5. Siguiendo la idea omnívora de formas, otra característica del festival es la programación indistinta de cortos, medio y largometrajes en su sección oficial (aunque luego los premios traicionen un poco este gesto haciendo la típica distinción entre “mejor cortometraje” y “mejor película»). También es una forma de decir algo que puede parecer lógico pero que hace falta repetir a veces: la duración es forma. En este sentido, me gustaría detenerme en el corto La Balandra, del argentino Matías Lima. Si la programación del festival es representativa de algo, la exploración de un lugar y las formas de habitarlo parecen ser una preocupación capital del documental contemporáneo. De nuevo nos encontramos con un pequeño dispositivo de ficción: la llegada de un mensaje embotellado a la orilla de una playa del Rio de la Plata es el disparador de la documentación de la Balandra y sus alrededores. La estructura de la película es sinuosa, como si las imágenes, al igual que la botella con el mensaje, hubieran llegado a la orilla después de algún tipo de naufragio. Si la trama del Guadalete, aunque sinuosa, ofrecía a Portales cierta linealidad, aquí el paisaje es presentado como una serie de viñetas que aproximan, o quizás delimitan, el contorno de una figura que nunca llega a cerrarse; cada plano añadiendo una nueva tangente, una posible nueva trama o idea, casi siempre autoconclusivas y delimitadas por el corte al siguiente cuadro. La película está compuesta por planos fijos, estáticos, rodados con la cámara de un smartphone (se mencionó que era un Motorola, no recuerdo el modelo). Hay cierta vocación de encontrar un lenguaje en las imágenes pobres que produce este aparato que llevamos todos encima, especialmente en condiciones nocturnas, generando un proceso extraño de desfamiliarización. Cuando vemos estas imágenes, su textura es muy familiar, pero en su estado “natural” siempre las vemos dentro de un flujo inmediato y utilitario: videos casuales, registros de lo cotidiano, imágenes compartidas en redes sociales. En La Balandra, en cambio, esta misma textura es desplazada de su contexto habitual y puesta en un espacio de contemplación, lo que la transforma en algo más ajeno y evocador.
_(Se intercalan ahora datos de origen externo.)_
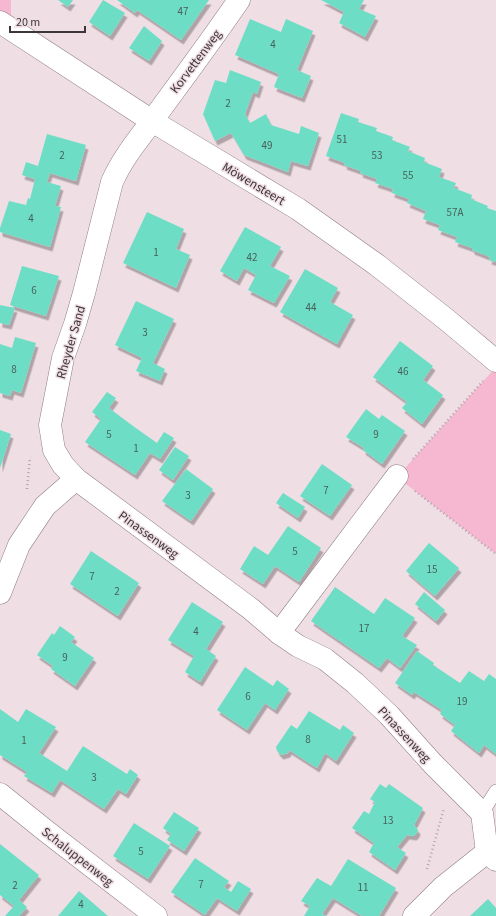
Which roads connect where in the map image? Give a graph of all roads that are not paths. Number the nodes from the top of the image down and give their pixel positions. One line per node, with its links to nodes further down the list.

Así, la película delimita una diferencia clave entre la imágen pobre y la imágen empobrecida.
6. Es interesante y a la vez extraño encontrarse con un festival que se obliga a sí mismo a pensarse cada cuatro años. Hay quién dirá que es una buena medida higiénica, airear la tienda cada cierto tiempo para evitar que proliferen las telarañas en forma, quizás, de lugares comunes, inercias y demás. Otros podrán argumentar que no todos los proyectos se despliegan a un ritmo uniforme de cuatro años y que hay algunos que tardan más en cuajar y requieren de más tiempo y paciencia (supongo que hay un secreto tercer grupo de gente que diría lo contrario, que es demasiado generoso dar cuatro años a según qué proyecto). Seguramente los dos tengan algo de razón. Independientemente de lo que uno piense, es una buena oportunidad para preguntarse por lo que queda de un festival. La propuesta de programación no es solo seleccionar una parte de la producción documental para que sea vista, también es crear las condiciones para que estas obras sean pensadas y discutidas (esto requiere de cierto equilibrio, no hay nada más extraño que sentir que la película que estás viendo ya ha sido pensada por otra persona). En muchas ocasiones, es esta dimensión, a veces obviada por ser más resbaladiza y ciertamente contingente, la que termina conformando el recuerdo persistente de un festival, más allá de que a uno le haya gustado tal o cual película. Leyendo el texto de Astrid uno se puede hacer una buena idea de cuál ha sido este pacto entre festival y audiencia en las últimas ediciones, la posibilidad de un pensamiento que se da en el presente, en la interacción más o menos espontánea entre espectadores, cineastas, críticos o simples curiosos que se aventuran a decir algo sin saber muy bien a dónde los llevará.
(1) El único festival al que he asistido donde se me ha ofrecido una posibilidad similar de ver películas y cloquear con gallinas es DocLisboa. Seguro que la movida del DocAlliance de este año va por ahí, una alianza secreta de documentales y gallinas urbanas.